WHAT THIS TASK INVOLVES -> Copy each line of the records that includes "nodes".
SUPPLIED INFORMATION Start Marker
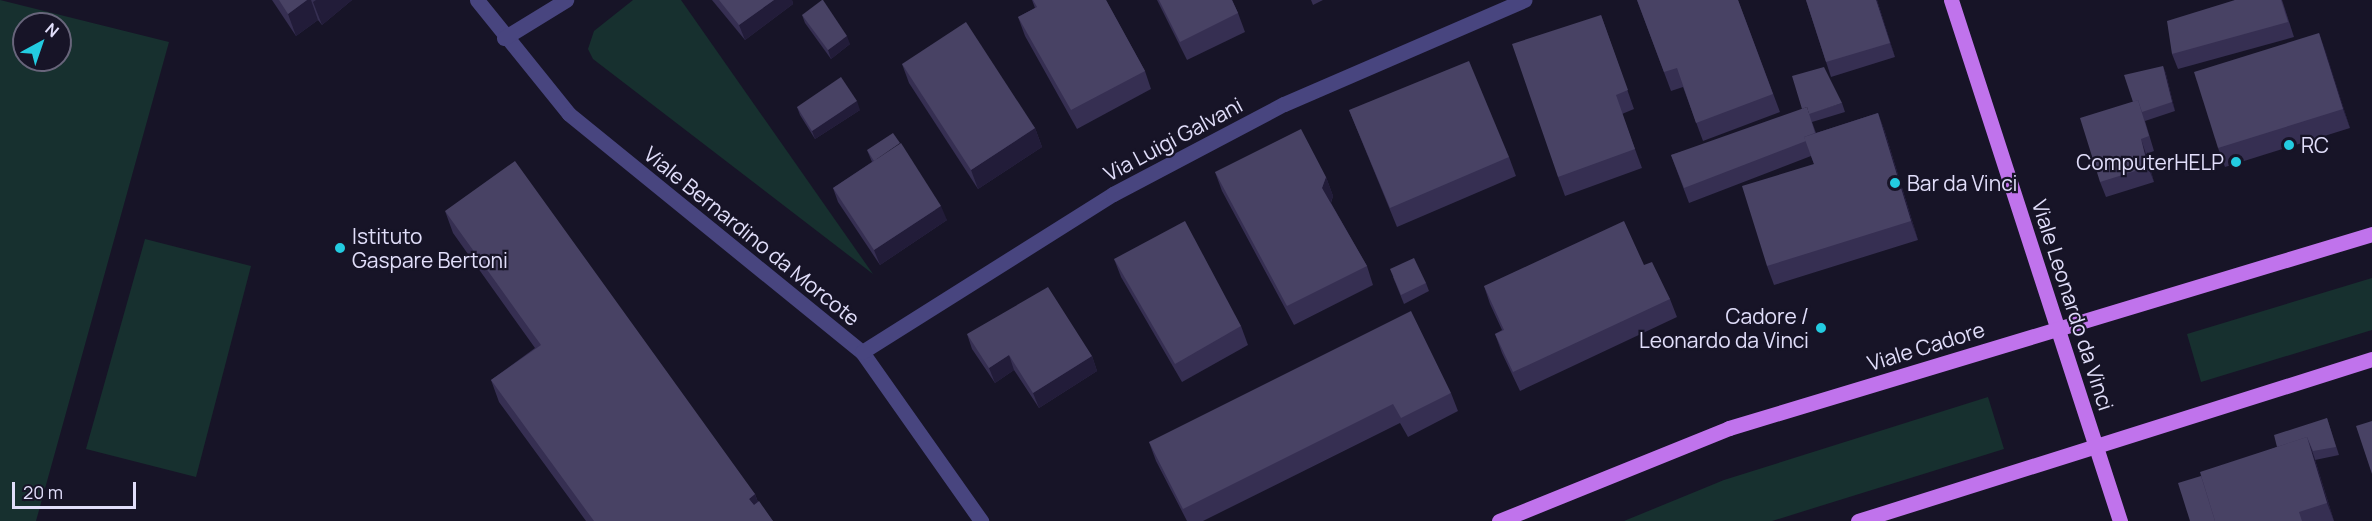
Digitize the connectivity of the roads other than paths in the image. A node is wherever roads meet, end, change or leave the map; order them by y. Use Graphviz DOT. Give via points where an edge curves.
graph roads {
  1 [pos="477,0"];
  2 [pos="566,0"];
  3 [pos="1524,0"];
  4 [pos="1951,0"];
  5 [pos="504,38"];
  6 [pos="2372,234"];
  7 [pos="2058,327"];
  8 [pos="862,352"];
  9 [pos="2372,359"];
  10 [pos="2096,445"];
  11 [pos="981,521"];
  12 [pos="1499,521"];
  13 [pos="1858,521"];
  14 [pos="2120,521"];
  1 -- 5 [label="street, Viale Bernardino da Morcote"];
  2 -- 5 [label="street"];
  3 -- 8 [label="street, Via Luigi Galvani" via="1284,104 1123,189"];
  4 -- 7 [label="main road, Viale Leonardo da Vinci"];
  5 -- 8 [label="street, Viale Bernardino da Morcote" via="569,114"];
  6 -- 7 [label="main road, Viale Cadore"];
  7 -- 10 [label="main road, Viale Leonardo da Vinci"];
  7 -- 12 [label="main road, Viale Cadore" via="1730,428"];
  8 -- 11 [label="street, Viale Bernardino da Morcote"];
  9 -- 10 [label="main road"];
  10 -- 13 [label="main road"];
  10 -- 14 [label="main road, Viale Leonardo da Vinci"];
}
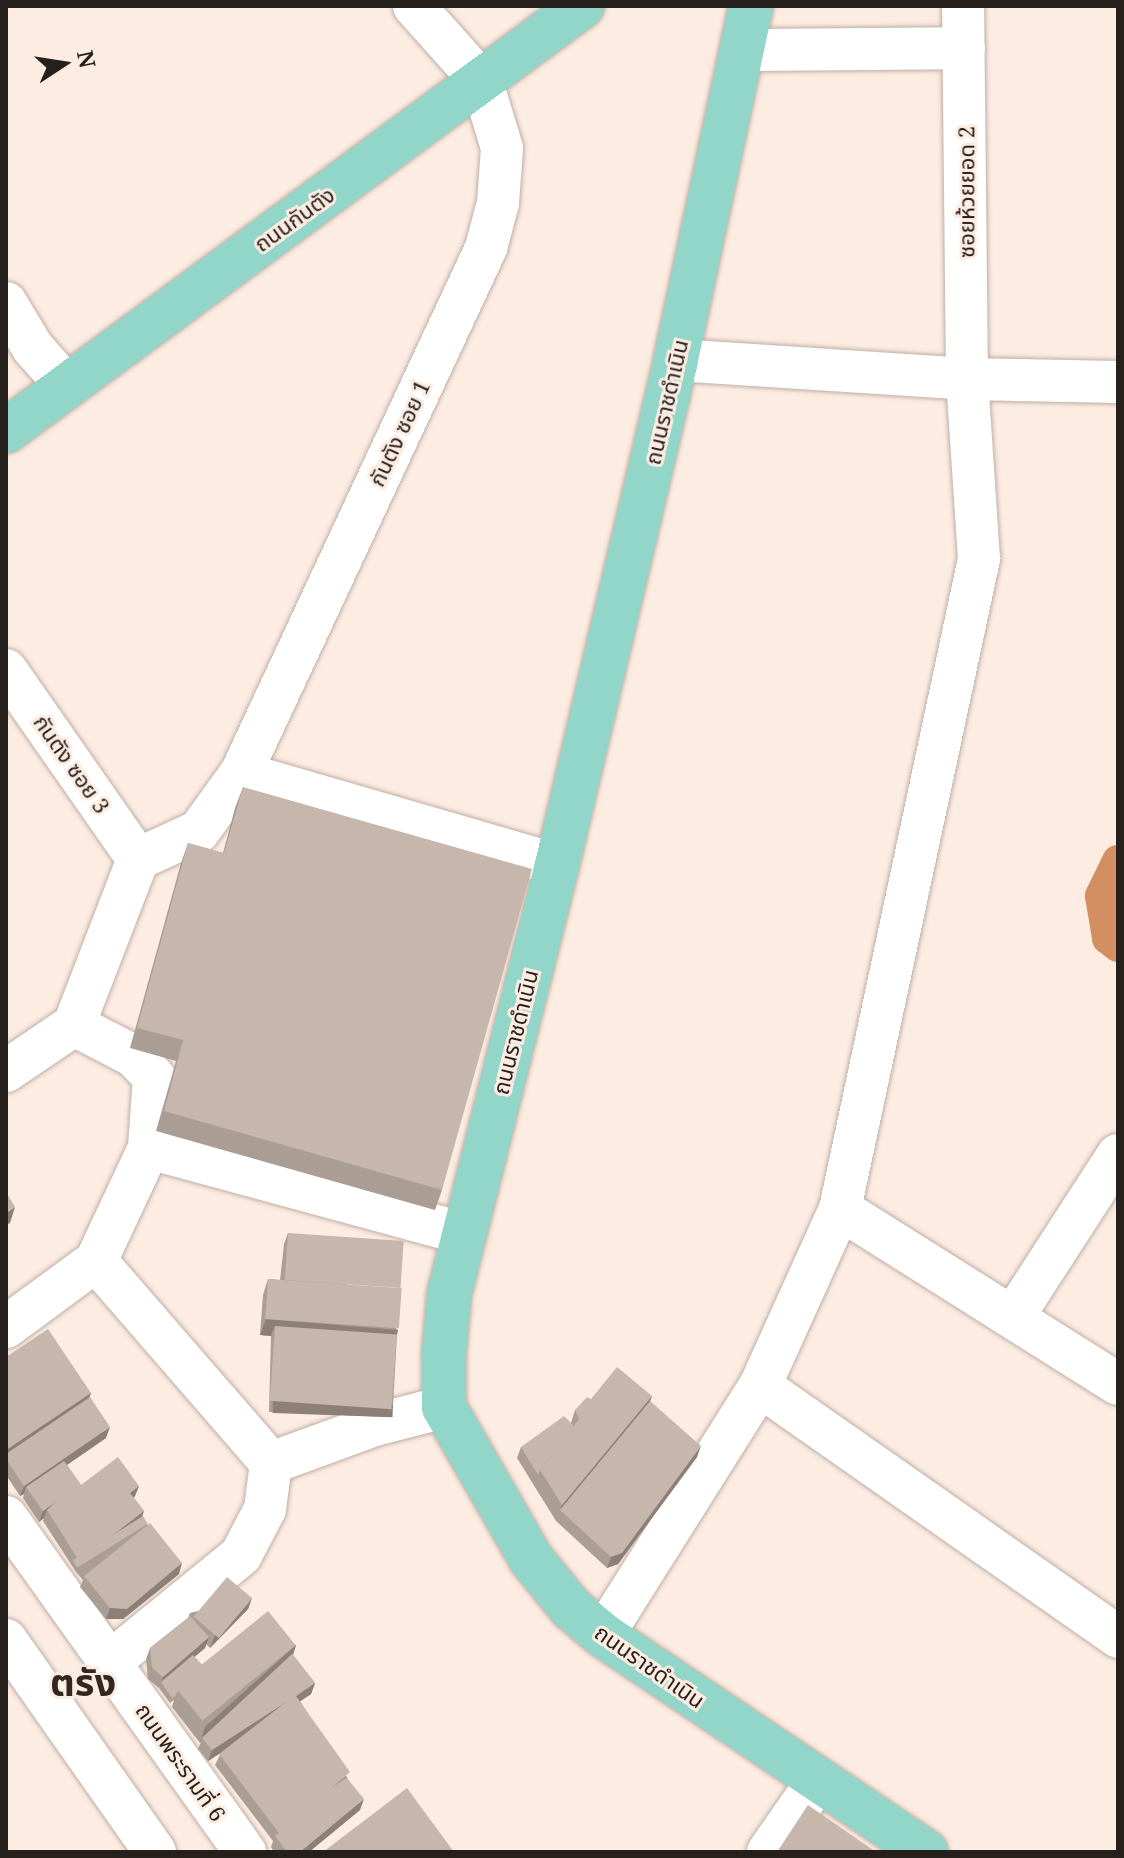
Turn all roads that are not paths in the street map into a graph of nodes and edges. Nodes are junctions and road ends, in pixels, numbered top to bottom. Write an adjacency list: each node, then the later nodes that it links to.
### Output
1 (414, 6): 7 (street)
2 (582, 6): 7 (main road, ถนนกันตัง)
3 (751, 6): 6 (main road, ถนนราชดำเนิน)
4 (963, 6): 5 (street, ซอยห้วยยอด 2)
5 (964, 48): 6 (street); 10 (street, ซอยห้วยยอด 2)
6 (743, 50): 9 (main road, ถนนราชดำเนิน)
7 (482, 82): 12 (main road, ถนนกันตัง); 15 (street, กันตัง ซอย 1)
8 (6, 303): 12 (street)
9 (676, 360): 10 (street); 17 (main road, ถนนราชดำเนิน)
10 (967, 379): 11 (street); 22 (street, ซอยห้วยยอด 2)
11 (1118, 382)
12 (66, 385): 13 (main road, ถนนกันตัง)
13 (6, 431)
14 (6, 670): 16 (street, กันตัง ซอย 3)
15 (241, 773): 16 (street, กันตัง ซอย 1); 17 (street)
16 (138, 859): 18 (street)
17 (557, 865): 23 (main road, ถนนราชดำเนิน)
18 (74, 1025): 19 (street); 20 (street)
19 (6, 1071)
20 (149, 1148): 23 (street); 24 (street)
21 (1118, 1155): 25 (street)
22 (840, 1209): 25 (street); 28 (street, ซอยห้วยยอด 2)
23 (465, 1234): 29 (main road, ถนนราชดำเนิน)
24 (96, 1261): 26 (street); 30 (street)
25 (1013, 1317): 27 (street)
26 (6, 1327)
27 (1118, 1384)
28 (760, 1386): 32 (street, ซอยห้วยยอด 2); 33 (street)
29 (444, 1407): 30 (street); 32 (main road, ถนนราชดำเนิน)
30 (271, 1463): 35 (street)
31 (6, 1517): 35 (street, ถนนพระรามที่ 6)
32 (603, 1635): 36 (main road, ถนนราชดำเนิน)
33 (1118, 1637)
34 (6, 1640): 37 (street)
35 (110, 1662): 38 (street, ถนนพระรามที่ 6)
36 (818, 1780): 39 (street); 40 (main road, ถนนราชดำเนิน)
37 (155, 1852)
38 (245, 1852)
39 (768, 1852)
40 (926, 1852)

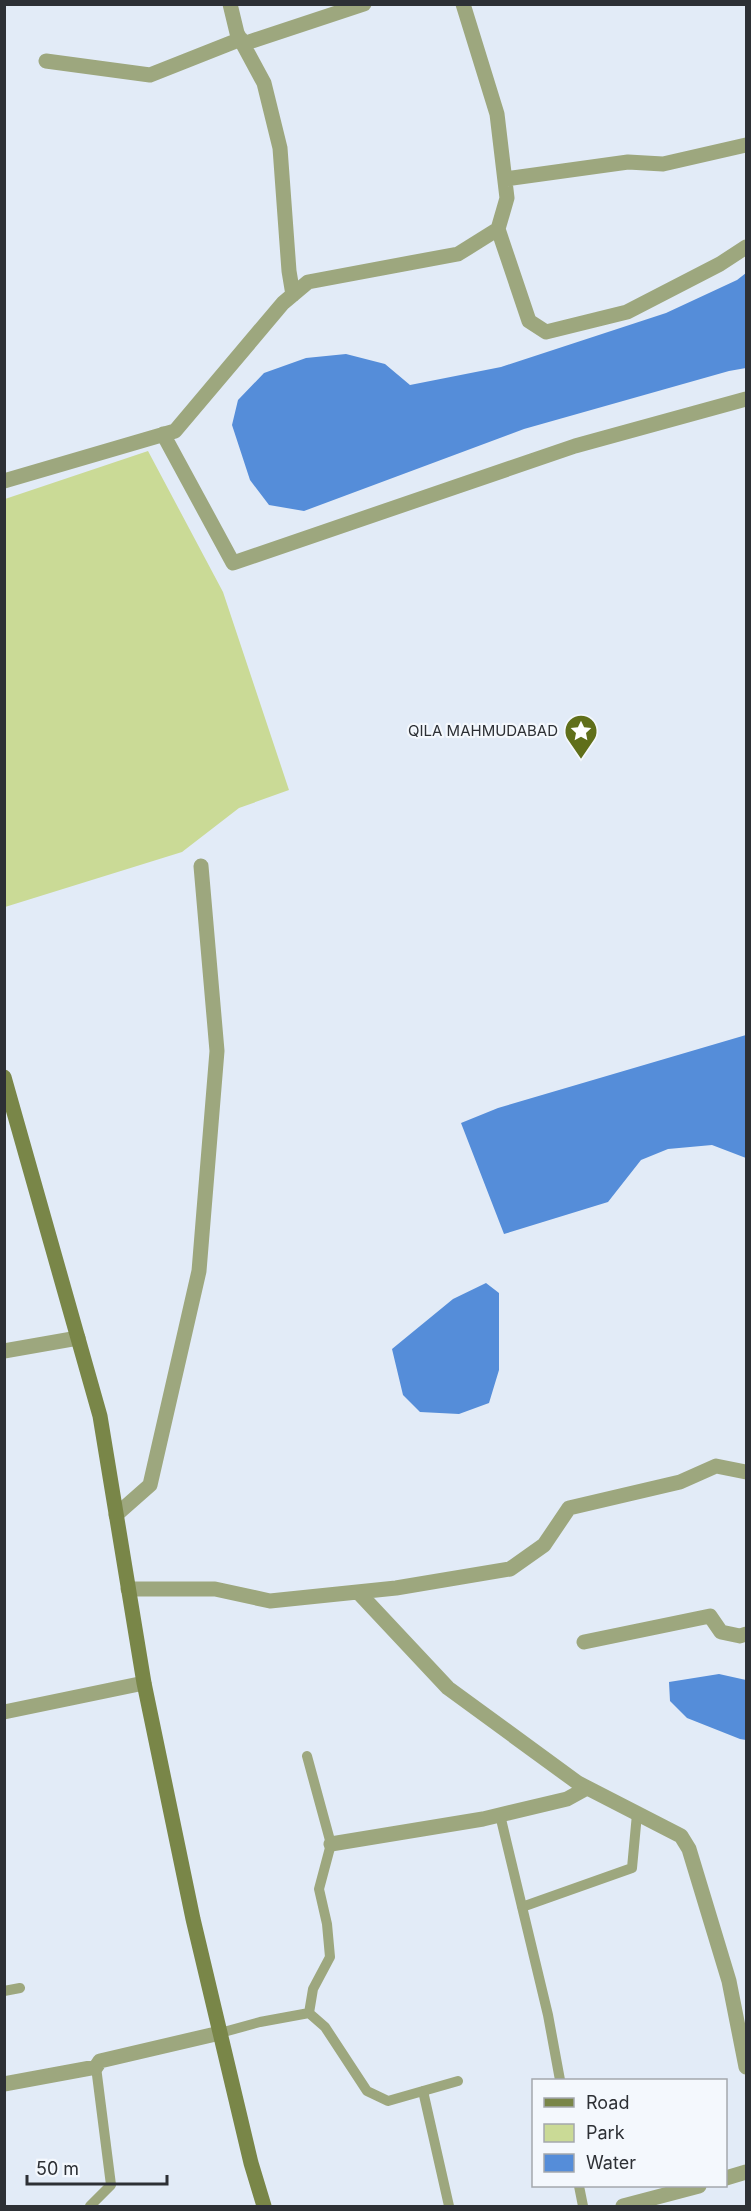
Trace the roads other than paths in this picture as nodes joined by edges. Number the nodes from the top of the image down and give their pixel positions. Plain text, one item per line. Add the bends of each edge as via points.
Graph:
1 (230, 4) edge
2 (364, 4) edge
3 (463, 4) edge
4 (242, 42) junction
5 (46, 62) dead end
6 (747, 145) edge
7 (505, 179) junction
8 (498, 229) junction
9 (747, 247) edge
10 (293, 295) junction
11 (747, 399) edge
12 (163, 434) junction
13 (4, 481) edge
14 (201, 866) dead end
15 (4, 1077) edge
16 (78, 1338) junction
17 (4, 1352) edge
18 (747, 1472) edge
19 (116, 1515) junction
20 (128, 1589) junction
21 (358, 1592) junction
22 (747, 1634) edge
23 (584, 1642) dead end
24 (144, 1683) junction
25 (4, 1712) edge
26 (307, 1756) dead end
27 (587, 1788) junction
28 (637, 1814) junction
29 (500, 1815) junction
30 (331, 1844) junction
31 (522, 1907) junction
32 (20, 1988) dead end
33 (4, 1991) edge
34 (309, 2013) junction
35 (220, 2033) junction
36 (96, 2067) junction
37 (747, 2067) edge
38 (560, 2079) edge
39 (458, 2081) dead end
40 (4, 2084) edge
41 (423, 2091) junction
42 (747, 2172) edge
43 (727, 2178) edge
44 (579, 2187) edge
45 (695, 2187) edge
46 (90, 2206) edge
47 (264, 2206) edge
48 (448, 2206) edge
49 (583, 2206) edge
50 (623, 2206) edge

1 - 4 street
2 - 4 street
3 - 7 street via 497,114
4 - 5 street via 150,75
4 - 10 street via 264,83 280,148
6 - 7 street via 663,164 628,162
7 - 8 street via 507,198
8 - 9 street via 529,321 546,332 627,312
8 - 10 street via 458,254 308,282
10 - 12 street via 175,431
11 - 12 street via 575,446 234,562
12 - 13 street
14 - 19 street via 217,1052 199,1271 150,1485
15 - 16 main road
16 - 17 street
16 - 19 main road via 100,1416
18 - 21 street via 716,1466 680,1482 569,1508 544,1545 510,1569
19 - 20 main road
20 - 21 street via 215,1589 270,1601
20 - 24 main road
21 - 27 street via 448,1689
22 - 23 street via 721,1632 710,1616
24 - 25 street
24 - 35 main road
26 - 30 lane
27 - 28 street
27 - 29 street via 567,1799
28 - 31 lane via 632,1868
28 - 37 street via 681,1836 689,1849 729,1981
29 - 30 street
29 - 31 lane
30 - 34 lane via 319,1889 330,1957 313,1989
31 - 38 lane
32 - 33 lane
34 - 35 lane
34 - 41 lane via 325,2027 367,2091 388,2101
35 - 36 street via 100,2061
35 - 47 main road
36 - 40 street
36 - 46 lane via 111,2185
39 - 41 lane
41 - 48 lane
42 - 43 street
44 - 49 lane
45 - 50 street

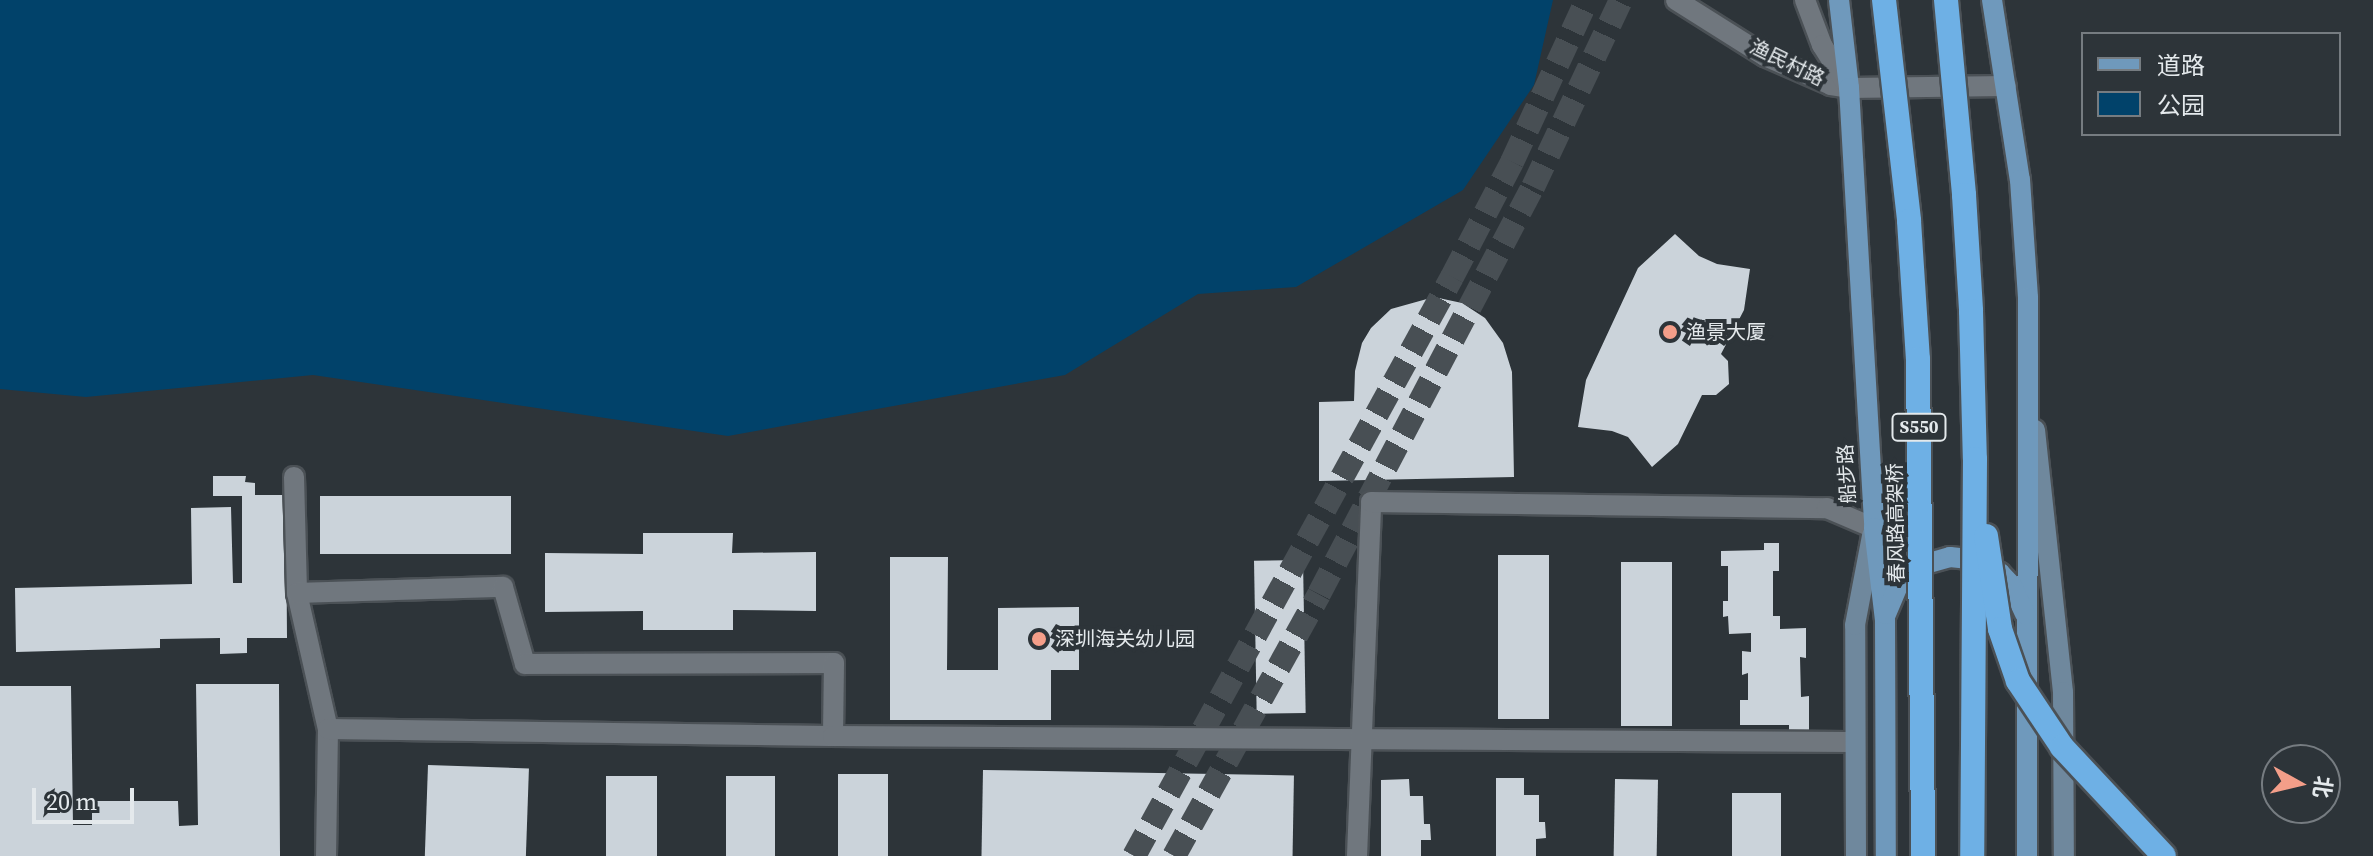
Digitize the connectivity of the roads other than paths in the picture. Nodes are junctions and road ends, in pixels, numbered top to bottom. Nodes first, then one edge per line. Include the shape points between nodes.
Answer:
1 (1676, 0) edge
2 (1805, 0) edge
3 (1839, 0) edge
4 (1884, 0) edge
5 (1946, 0) edge
6 (1992, 0) edge
7 (2006, 86) junction
8 (1849, 88) junction
9 (2028, 368) junction
10 (1975, 459) junction
11 (294, 477) dead end
12 (1874, 528) junction
13 (297, 593) junction
14 (1885, 620) junction
15 (2028, 621) junction
16 (328, 729) junction
17 (833, 736) junction
18 (1362, 739) junction
19 (1855, 742) junction
20 (326, 856) edge
21 (1357, 856) edge
22 (1856, 856) edge
23 (1886, 856) edge
24 (1923, 856) edge
25 (1972, 856) edge
26 (2027, 856) edge
27 (2064, 856) edge
28 (2164, 856) edge

1 - 8 street, 渔民村路 via 1793,71
2 - 8 street via 1822,45
3 - 8 main road, 船步路
4 - 24 highway, 春风路高架桥 / S550, bridge via 1909,221 1918,359
5 - 10 highway, S550, bridge via 1964,195
6 - 7 main road
7 - 8 street, 渔民村路
7 - 9 main road via 2020,180
8 - 12 main road, 船步路
9 - 15 main road
9 - 27 main road via 2063,692
10 - 25 highway, S550, bridge
10 - 28 highway, bridge via 2000,629 2018,681 2062,747
11 - 13 street
12 - 14 main road, 船步路
12 - 18 street via 1827,508 1371,502
12 - 19 main road via 1855,625
13 - 16 street
13 - 17 street via 503,587 525,664 834,663
14 - 15 main road via 1901,578 1915,567 1950,557 2000,573
14 - 23 main road, 船步路
15 - 26 main road
16 - 17 street
16 - 20 street
17 - 18 street
18 - 19 street
18 - 21 street
19 - 22 main road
SUPPLIED INFORMATION End Marker
TASK RESPONSE ->
Turn all roads that are not paths in the street map into a graph of nodes and edges. Nodes are junctions and road ends, in pixels, numbered top to bottom. Write an adjacency list: each node, then the later nodes that it links to.
Trace the roads other than paths in this picture as nodes joined by edges. Number the nodes from the top of the image down and give their pixel positions. Plain text, one item per line. Add the bends of each edge as via points.
Digitize the connectivity of the roads other than paths in the picture. Nodes are junctions and road ends, in pixels, numbered top to bottom. Nodes first, then one edge per line. Include the shape points between nodes.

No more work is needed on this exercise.